Men are Spontaneous, Women are Objective
Women tend to think more objectively about their investments and base what they buy or sell on relevant facts, studies show. This emotional disconnect allows women to sell a losing stock. study of investor behavior by LPL Financial found that research is important to women; they tend to do more of it before making investment moves. Women ask questions before investing; men tend to be more spontaneous in their buying and selling.
Men, however, are less likely to admit to making a mistake, causing men to hold on too long. Many say that because women are less confident with investing, they want to research and understand before they take action.
Men Ignore GPS, Women Ask for Help
Men are not only more likely to ignore directions given to them by a car’s GPS, they’ll probably argue with the female voice as well. Women may listen to the GPS and get a second opinion from a gas station attendant.
The same behavior is borne out in investment, experts say. Women are more likely to assess the situation, seek out assistance and consult advisors. Men are more likely to be overconfident and rely more on their own personal assessment of the market as opposed to the actual market facts and valuations. Doing so often leads to even bigger losses.
Egos Drive Men, Goals Drive Women
Men see the world as a competitive place, and often make decisions based on wanting to “one-up” a peer.

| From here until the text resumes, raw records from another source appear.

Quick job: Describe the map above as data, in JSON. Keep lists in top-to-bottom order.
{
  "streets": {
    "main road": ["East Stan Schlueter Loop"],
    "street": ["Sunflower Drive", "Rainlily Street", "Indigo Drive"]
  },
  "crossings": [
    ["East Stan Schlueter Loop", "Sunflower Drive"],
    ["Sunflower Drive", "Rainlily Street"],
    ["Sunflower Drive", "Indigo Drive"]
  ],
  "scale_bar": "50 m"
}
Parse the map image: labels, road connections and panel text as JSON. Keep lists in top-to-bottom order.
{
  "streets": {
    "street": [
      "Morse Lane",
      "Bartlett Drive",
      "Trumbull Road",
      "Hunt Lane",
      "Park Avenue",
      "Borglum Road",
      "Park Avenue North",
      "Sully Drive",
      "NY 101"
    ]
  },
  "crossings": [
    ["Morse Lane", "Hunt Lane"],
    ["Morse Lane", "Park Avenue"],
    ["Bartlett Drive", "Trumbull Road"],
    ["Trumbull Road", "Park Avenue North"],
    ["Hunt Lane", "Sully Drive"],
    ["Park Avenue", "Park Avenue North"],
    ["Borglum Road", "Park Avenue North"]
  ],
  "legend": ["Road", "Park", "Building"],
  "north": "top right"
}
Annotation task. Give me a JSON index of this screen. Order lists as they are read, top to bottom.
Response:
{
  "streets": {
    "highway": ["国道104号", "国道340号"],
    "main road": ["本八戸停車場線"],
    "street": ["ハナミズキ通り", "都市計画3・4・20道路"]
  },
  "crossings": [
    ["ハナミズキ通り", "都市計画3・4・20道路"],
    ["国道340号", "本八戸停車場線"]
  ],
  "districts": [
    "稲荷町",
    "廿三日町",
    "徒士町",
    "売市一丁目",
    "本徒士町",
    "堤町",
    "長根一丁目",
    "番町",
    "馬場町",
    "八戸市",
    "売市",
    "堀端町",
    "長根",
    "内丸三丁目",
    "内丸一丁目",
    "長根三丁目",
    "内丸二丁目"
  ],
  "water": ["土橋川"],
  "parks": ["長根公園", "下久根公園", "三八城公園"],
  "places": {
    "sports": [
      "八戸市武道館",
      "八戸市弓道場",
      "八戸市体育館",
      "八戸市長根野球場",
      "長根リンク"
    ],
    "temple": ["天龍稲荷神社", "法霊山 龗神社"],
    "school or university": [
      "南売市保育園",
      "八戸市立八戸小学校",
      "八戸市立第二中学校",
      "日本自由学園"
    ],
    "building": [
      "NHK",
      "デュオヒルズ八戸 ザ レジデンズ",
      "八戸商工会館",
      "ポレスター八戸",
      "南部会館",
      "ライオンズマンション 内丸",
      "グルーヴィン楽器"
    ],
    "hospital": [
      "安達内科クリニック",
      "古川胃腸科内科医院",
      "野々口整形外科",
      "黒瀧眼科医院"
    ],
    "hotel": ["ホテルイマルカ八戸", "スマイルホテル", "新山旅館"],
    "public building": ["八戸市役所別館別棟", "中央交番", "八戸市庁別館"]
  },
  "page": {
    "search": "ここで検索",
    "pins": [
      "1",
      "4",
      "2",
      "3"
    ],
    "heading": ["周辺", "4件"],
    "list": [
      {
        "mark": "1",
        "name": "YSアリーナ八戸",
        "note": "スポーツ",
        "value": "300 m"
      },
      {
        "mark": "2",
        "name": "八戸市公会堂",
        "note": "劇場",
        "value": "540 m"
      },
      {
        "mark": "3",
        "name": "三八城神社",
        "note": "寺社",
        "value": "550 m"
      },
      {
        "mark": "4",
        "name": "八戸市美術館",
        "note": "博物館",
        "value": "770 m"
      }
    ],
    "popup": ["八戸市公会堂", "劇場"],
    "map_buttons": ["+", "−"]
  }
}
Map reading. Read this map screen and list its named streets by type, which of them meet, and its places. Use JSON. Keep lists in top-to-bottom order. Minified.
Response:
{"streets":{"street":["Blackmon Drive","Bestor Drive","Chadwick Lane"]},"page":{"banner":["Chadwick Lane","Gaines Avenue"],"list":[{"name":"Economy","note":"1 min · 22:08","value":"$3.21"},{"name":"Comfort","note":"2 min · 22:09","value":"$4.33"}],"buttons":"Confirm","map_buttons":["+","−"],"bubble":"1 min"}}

It’s all well and good to boast about finding a great stock and pocketing profits, but the need to validate can get in the way of making wise choices. Big winning trades are great, but big losing days can deplete an account.
The research on investor behavior shows women are much more likely to push ego aside, stick to an investment plan and focus on personal goals.
Men Crave Risk, Women Need Safety
There are many parallels between men and women when it comes to behavior around investments and cars. According to LeaseTrader analysis, 95% women listed safety performance as their biggest concern when shopping for cars, followed by 94% being interested in the accident history of the car. Men, on the other hand, tended to focus more on thrills, aesthetics, technology and speed.
The same process can be applied to financial decision-making. A Boston Consulting Group study confirmed that the competitive and thrill-seeking behavior of men means they are more focused on short-term investing gains. Focused on safety and longer-term goals, women tend to more patient before investing.